Pose landmark coordinates
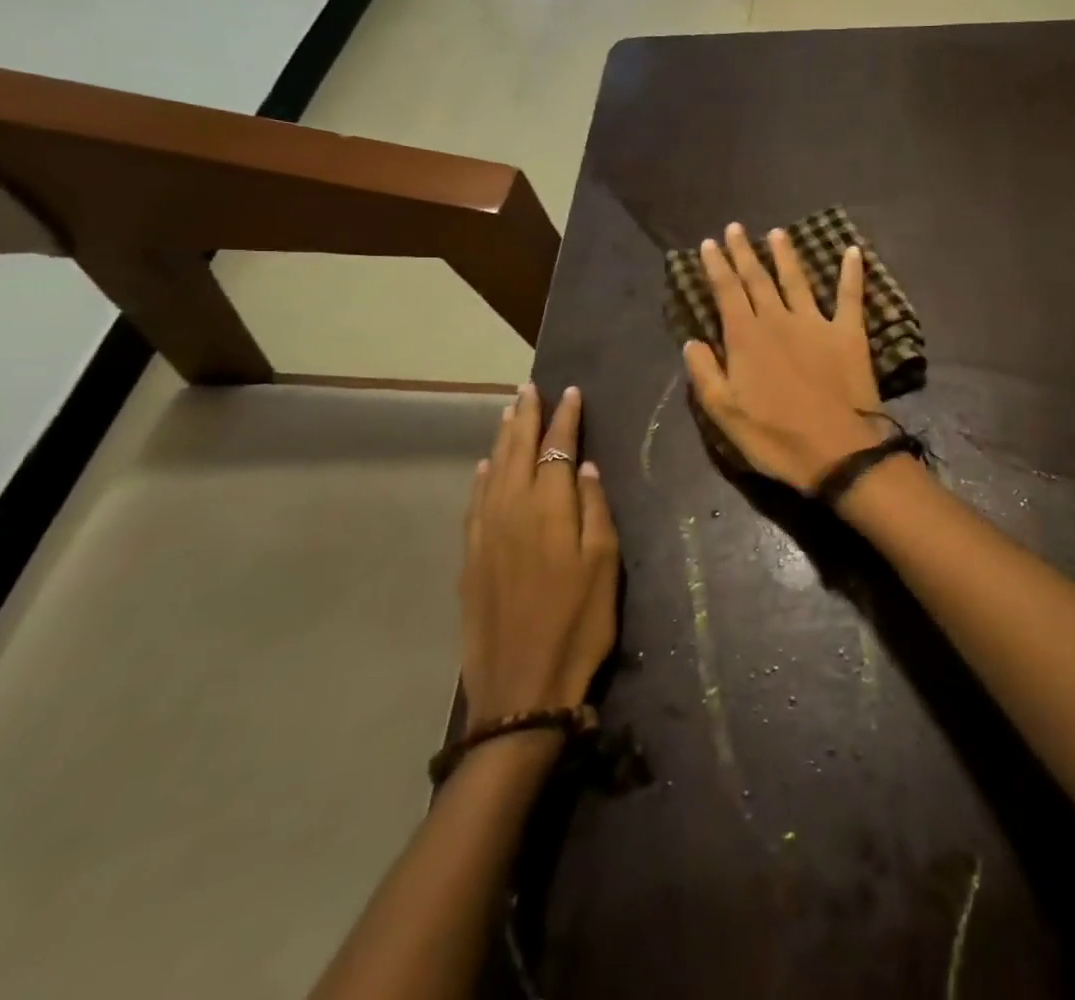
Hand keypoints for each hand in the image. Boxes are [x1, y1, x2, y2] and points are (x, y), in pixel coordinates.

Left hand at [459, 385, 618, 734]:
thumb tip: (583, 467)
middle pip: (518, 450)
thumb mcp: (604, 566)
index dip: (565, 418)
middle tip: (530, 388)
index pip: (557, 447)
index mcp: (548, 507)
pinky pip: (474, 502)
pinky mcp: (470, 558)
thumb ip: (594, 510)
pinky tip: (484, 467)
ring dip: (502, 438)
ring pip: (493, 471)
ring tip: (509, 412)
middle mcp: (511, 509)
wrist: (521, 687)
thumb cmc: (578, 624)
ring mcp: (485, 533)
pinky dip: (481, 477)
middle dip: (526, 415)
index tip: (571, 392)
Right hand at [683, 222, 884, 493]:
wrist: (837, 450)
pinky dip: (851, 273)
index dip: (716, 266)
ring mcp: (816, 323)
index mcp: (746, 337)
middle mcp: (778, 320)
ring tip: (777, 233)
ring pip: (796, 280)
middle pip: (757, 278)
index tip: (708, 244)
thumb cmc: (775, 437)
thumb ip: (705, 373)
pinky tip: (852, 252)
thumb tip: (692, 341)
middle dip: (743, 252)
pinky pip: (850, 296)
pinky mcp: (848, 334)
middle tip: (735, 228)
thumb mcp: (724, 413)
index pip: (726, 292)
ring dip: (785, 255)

◆ How to complete this task ◆
Set down, unchanged, only those lines above that fall between the line with "index tip: (571, 392)" and the line with "middle pip: (757, 278)", the two end lines included.

◆ Reply to the exercise ◆
index tip: (571, 392)
Right hand at [683, 222, 884, 493]:
wrist: (837, 450)
pinky dip: (851, 273)
index dip: (716, 266)
ring mcp: (816, 323)
index mcp: (746, 337)
middle mcp: (778, 320)
ring tip: (777, 233)
ring pip: (796, 280)
middle pip: (757, 278)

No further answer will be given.